Open Stack is an open source cloud computing project. The Open Stack summit this week had 250 people from 12 countires and 90 different companies. The most visible employees in the summit were from the following companies: Rackspace , NASA , Citrix and NTT.
For those of you who are interested in the internal of cloud technologies, below are some of my notes I took during the summit. Hope you find it useful.
250-300 participants , 90 companies from 12 countries.This project is only a few months old and participation is above expectation.
Why opensource? reduce adoption barrier. Core competence is support and service. Rackspace has 118k customers, 80% use some sort of cloud service.
XaaS (everything as a service) == modular building blocks, each auto scales, auto deploys, monitoring and auto dynamic configuration
2011/2 – Rackspace timeline to converting internal production to openstack
The government wants the economy (commercial companies) to leverage NASA know how. They support NASA on this open source project (so it’s not a one time contribution). Nebula (OpenStack contribution) is the 1st Apache2 government program.
NASA would want to get out of the hosting business, but existing solutions are too slow for us. NASA has exabytes of data each day (coming from high resolution sensors)
Elasticity is needed (for reusing project resources that get canceled or work in space longer than expected)
NASA always upgrades to latest processors and works for processor specific tuning. Need for speed.
Accenture technology labs- Open Source survey in Enterprise.
1) All started looking at opensource alternatives. Open Source has imrpoved its quality,reliability and security.
2)Mission critical projects are not on cloud. Expect it to happen in 2-5 years (as enterprises start refreshing software, something they have delayed too long)
1+2) Open source cloud is a viable alternative.
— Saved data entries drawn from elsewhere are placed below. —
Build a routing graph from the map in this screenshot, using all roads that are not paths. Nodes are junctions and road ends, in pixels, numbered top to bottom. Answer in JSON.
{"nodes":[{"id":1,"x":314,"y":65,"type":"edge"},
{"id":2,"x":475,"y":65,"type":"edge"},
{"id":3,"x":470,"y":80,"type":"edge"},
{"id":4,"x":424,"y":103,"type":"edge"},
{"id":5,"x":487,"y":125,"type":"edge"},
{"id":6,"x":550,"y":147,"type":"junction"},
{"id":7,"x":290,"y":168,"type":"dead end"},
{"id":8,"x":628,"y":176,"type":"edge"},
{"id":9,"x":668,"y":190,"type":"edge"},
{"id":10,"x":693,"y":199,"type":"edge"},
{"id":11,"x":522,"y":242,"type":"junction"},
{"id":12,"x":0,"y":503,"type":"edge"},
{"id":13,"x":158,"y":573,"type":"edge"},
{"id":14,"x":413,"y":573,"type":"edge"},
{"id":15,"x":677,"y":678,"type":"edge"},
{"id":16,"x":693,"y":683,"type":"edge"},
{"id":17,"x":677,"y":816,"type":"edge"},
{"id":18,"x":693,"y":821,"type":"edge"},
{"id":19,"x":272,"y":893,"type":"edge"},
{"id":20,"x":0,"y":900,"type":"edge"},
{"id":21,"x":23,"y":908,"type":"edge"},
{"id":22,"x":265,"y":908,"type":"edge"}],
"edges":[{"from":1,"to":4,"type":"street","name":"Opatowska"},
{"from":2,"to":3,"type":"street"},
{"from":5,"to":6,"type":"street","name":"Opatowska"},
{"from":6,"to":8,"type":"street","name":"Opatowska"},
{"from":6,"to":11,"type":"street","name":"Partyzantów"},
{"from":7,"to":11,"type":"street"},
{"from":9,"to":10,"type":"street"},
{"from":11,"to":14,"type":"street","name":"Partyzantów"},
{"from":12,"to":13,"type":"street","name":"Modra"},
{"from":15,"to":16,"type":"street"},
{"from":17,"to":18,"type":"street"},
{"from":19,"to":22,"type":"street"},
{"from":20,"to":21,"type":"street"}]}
3) CIOs want the same software stack inhouse and in public cloud. Don’t want to support two software stacks.
4) Objections: Compliance (ussually security issues), management issues, vendor lock-in issues
5) Private cloud today is not “really” a private cloud. Private cloud means extending to all of the enterprise data center, not just a wrapper of existing infrustructure.
6) Telcos want to do cloud (providers). Not sure what/how. Openstack could be attractive
7) Large enterprises – want more control over resources.
8 ) Government
Project Governance Process
The developers, code decision, for compute and storage. Self governing bodies.
Project Oversight Board
Looks at what should be going into openstack. And consider what should be added. 9 seats. 5 nominated by rackspace. 4 elected by the public. (currently 6 from Rackspace, 2 from NASA, 1 from Citrix). Those that write the most code were elected.Those 5 slots from Rackspace are not just Rackspace people. We appointed users, so those that writing the most code, may not be the only ones that should be on the board.
Project Advisory Boar
Comprised of folks that have commercial interest in the project, who want to make sure that their requirements are put in the project. Experts in technology, enterprise users.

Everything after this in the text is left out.